People on here seem to be providing pretty reasonable answers thus far and it all depends on 2 things:

1- Do you believe in the EMH? For a forum of strong self-aware savers and investors it seems EMH is the 'kool aide' here. That's fine. To each their own. EMH works fine if you can forget the 90s tech bubble and the 2008 housing crash and instead focus on y/y indexing averages. I'm a huge proponent of indexing myself-- most active managers suck at their job-- but I get a bit cringed when people try to argue that "all stocks are 100% efficient." Something like Tesla (TSLA) has a lot more assumptions priced into it than something like Coca Cola (KO), the risks are nowhere near equal, and beta is a poor proxy of (long-term) 'risk,' but now I'm digressing.

2- Do you plan a 'flat spending curve' or an 'upward spending curve?' Or, are you semi going to full retired or just flat/full retired?


If you believe in #1 it really doesn't matter what you do as long as you diversify enough (bonds, stocks, different industries) to shield yourself from outlier events. Modern Portfolio Theory (MPT) is your sauce here.

However, if you don't fully buy #1, and depending on your age, you probably want to stick to more stable names.

Also if you don't buy #1, then #2 becomes a real question.


If you want your income to ramp up, many investors like the DGI approach because they can live off only the dividends. Building a portfolio of 20-30 stable dividend payers (but also growers) provides a steady stream of income, usually around 2.5% if you add enough growth (stuff like Disney with lower yield but high growth) and avoid risky high-yielding instruments (stuff like Annally (NLY), shipping stocks) or high-yielders that will never/hardly grow the underlying (MLPs, and a lot of REITs fall in here).

The 'fun' part of DGI versus a 4% drawdown is that say with $1M, you start with $25k a year to spend. However, the average growth of these dividend stocks is going to be close to 7%. Next year you have $27k, in 10 years you have over $49k per year to spend. In 20 years you are spending over $97k. Since the 2.5% yield will probably stay around constant, in 20 years your actual wealth will be close to $3.9M. Meanwhile your 4% drawdown neighbor is now able to spend around half of what you do and his/her nestegg is $1M at best, probably smaller.

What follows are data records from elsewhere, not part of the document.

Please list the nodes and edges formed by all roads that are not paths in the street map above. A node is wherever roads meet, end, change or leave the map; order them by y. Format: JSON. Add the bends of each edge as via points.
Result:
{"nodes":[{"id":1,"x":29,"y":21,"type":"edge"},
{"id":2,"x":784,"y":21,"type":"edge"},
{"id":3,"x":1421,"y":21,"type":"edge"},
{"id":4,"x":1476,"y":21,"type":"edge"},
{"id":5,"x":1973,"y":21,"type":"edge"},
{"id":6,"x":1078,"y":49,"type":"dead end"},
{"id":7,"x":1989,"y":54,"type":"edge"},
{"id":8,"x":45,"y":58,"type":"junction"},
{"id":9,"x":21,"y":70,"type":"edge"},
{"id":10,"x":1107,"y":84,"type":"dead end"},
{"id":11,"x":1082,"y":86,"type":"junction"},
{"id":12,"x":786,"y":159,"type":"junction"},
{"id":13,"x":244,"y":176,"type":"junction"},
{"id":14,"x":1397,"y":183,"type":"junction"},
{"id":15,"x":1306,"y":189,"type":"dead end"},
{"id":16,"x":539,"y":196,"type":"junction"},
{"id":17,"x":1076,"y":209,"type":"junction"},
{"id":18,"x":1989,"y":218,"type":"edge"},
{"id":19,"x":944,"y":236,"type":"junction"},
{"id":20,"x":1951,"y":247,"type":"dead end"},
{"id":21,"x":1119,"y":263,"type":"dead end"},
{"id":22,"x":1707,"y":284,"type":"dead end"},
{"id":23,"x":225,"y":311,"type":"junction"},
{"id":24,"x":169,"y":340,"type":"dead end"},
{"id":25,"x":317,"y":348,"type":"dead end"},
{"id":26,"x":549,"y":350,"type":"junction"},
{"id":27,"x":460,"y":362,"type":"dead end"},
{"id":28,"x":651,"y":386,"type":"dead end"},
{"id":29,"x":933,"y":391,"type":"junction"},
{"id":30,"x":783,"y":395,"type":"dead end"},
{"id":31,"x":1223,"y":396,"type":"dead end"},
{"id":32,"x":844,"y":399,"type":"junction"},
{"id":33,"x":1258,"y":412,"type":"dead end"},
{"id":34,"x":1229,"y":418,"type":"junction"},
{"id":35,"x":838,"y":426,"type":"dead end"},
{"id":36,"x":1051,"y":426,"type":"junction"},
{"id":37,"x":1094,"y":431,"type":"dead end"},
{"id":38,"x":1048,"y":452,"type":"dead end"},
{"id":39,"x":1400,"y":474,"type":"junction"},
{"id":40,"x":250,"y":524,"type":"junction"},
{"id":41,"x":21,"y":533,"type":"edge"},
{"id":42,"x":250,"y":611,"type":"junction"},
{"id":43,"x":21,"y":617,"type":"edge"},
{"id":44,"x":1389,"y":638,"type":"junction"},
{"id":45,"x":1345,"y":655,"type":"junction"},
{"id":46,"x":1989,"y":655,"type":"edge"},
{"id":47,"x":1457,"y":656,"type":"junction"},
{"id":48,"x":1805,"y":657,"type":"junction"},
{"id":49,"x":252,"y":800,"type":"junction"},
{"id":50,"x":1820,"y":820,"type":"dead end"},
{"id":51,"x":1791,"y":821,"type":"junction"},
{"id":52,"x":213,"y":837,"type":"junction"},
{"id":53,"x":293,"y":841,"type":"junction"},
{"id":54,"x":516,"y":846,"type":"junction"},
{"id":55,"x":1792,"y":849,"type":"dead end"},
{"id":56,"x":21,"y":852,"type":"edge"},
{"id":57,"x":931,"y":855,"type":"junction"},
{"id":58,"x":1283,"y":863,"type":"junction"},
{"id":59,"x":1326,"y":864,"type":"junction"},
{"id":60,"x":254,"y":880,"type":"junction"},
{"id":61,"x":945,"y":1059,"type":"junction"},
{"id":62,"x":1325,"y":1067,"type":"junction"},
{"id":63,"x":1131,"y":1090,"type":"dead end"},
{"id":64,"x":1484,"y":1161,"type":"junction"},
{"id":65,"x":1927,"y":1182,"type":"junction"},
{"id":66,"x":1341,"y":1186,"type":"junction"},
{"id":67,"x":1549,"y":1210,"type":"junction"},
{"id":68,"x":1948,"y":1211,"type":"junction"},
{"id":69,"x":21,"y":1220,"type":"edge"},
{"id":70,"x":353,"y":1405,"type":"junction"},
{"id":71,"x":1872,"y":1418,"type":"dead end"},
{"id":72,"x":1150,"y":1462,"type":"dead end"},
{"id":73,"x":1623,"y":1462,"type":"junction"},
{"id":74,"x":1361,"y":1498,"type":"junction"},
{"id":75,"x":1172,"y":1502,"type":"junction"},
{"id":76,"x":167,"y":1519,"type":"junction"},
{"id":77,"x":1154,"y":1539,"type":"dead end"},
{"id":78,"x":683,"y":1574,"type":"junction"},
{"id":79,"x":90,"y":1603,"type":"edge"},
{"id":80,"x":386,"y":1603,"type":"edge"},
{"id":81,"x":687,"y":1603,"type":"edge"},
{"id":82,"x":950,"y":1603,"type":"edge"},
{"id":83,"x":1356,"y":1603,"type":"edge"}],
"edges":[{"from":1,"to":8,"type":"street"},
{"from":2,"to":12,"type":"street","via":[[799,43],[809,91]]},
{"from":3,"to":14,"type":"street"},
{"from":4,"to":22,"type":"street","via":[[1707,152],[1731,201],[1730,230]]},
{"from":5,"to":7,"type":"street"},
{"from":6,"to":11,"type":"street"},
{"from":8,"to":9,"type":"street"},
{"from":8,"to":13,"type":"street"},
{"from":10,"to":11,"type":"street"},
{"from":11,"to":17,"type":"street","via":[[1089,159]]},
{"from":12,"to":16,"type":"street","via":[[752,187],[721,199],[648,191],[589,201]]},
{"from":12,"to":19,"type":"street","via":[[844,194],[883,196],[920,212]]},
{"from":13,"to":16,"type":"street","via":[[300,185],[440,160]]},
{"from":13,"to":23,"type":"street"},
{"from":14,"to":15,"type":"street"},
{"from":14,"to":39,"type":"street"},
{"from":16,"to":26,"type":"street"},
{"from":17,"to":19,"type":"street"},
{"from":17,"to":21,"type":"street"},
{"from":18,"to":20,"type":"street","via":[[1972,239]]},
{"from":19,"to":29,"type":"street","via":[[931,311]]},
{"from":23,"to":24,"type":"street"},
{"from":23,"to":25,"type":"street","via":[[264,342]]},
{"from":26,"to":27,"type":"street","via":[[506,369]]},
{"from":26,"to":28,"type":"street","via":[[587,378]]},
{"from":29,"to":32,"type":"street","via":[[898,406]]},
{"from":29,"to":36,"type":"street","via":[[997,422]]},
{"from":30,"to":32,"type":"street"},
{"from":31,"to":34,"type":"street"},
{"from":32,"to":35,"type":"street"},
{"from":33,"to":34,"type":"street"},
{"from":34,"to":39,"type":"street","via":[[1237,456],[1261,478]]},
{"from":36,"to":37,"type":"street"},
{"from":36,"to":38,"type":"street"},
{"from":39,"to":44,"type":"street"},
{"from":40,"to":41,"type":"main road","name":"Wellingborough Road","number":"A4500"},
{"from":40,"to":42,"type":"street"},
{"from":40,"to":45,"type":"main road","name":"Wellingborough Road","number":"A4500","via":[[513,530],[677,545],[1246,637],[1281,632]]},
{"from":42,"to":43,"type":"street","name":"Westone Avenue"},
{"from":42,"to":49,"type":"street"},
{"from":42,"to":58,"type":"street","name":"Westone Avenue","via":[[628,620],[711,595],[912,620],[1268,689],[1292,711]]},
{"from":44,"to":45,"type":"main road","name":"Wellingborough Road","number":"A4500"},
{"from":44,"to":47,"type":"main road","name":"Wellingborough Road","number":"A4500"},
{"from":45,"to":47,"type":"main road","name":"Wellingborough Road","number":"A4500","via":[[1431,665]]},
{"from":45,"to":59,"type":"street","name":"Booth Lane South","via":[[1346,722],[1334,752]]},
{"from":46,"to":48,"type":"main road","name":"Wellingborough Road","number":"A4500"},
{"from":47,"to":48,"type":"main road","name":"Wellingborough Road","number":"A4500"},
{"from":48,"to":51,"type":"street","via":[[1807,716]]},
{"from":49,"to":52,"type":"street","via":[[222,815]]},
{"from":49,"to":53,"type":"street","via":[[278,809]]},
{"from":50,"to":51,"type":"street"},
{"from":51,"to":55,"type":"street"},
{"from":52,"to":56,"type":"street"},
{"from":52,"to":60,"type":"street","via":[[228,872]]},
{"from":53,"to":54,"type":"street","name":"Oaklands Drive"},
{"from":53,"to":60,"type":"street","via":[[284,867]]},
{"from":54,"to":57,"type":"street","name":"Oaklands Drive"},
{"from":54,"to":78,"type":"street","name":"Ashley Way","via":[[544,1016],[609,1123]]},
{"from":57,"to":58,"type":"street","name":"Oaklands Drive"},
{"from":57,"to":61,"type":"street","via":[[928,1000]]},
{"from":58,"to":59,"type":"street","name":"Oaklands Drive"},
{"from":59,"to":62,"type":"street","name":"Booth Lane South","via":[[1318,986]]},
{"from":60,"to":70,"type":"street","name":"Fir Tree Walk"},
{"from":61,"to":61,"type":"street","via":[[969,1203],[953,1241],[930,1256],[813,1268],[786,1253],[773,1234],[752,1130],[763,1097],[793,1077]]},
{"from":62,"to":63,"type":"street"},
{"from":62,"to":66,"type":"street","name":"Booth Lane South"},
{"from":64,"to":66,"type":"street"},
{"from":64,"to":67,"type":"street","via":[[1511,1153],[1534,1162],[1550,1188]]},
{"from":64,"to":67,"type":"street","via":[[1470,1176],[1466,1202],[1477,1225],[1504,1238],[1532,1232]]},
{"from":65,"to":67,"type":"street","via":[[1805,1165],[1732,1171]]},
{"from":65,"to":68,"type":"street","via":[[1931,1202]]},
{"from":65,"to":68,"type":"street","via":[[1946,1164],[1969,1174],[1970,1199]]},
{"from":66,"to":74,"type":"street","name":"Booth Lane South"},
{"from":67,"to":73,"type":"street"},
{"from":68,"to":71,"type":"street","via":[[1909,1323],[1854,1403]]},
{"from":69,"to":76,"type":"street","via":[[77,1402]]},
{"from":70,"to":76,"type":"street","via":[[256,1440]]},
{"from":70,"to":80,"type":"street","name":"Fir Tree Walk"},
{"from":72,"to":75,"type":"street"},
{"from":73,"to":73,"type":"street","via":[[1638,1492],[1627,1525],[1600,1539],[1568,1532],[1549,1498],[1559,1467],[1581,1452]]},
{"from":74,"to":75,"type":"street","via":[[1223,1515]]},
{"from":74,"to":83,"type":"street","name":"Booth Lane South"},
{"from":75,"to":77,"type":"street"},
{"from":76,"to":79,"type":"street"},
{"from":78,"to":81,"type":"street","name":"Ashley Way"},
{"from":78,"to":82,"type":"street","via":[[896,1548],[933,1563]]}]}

The clear thing to realize is that it's not the dividends that is the 'magic' necessarily. You can do the same with withdrawals. By doing 2.5% each year instead of 4-5%, your underlying portfolio will be getting bigger faster than you are taking the stocks out.

The reason dividends provide some 'magic' on the long-term is four-fold:

1) When stocks crash, the fixed withdrawal system decimates your base. For example a 5% withdrawal in spring of 2009 killed off well over 11% of your wealth by now. Dividends keep you focused on the payouts, which if you are with MCD, KO, WMT, TGT, etc, actually went UP in 2008-2010. Your base remained fully intact.

2) Dividend paying stocks often are stable industries and subject to less overall risks. The dividend payouts keep these companies from overexpanding or pursuing stupid acquisitions. These companies often have a core competency in which they focus.

3) Rules on your dividend portfolio allow you to quickly cut those who fail to raise their dividend, or worse cut it, which is a sign of bad things to come. Investors could have shed GM and Ford years before the crash, JCP would have been cut years before this fiasco, etc etc.

4) Dividends paying blue chips are often seen as 'safety' stocks. When the economy is having problems, investors flock to them. Often times the blue chips also provide goods that do well during a crisis. While they obviously suffer sales slowdowns in many cases, the slowdowns are a tiny piece of the broad economic hit. Look back at MCD or WMT stock during the recession- dividends up, profits barely hit, stock flat or even up.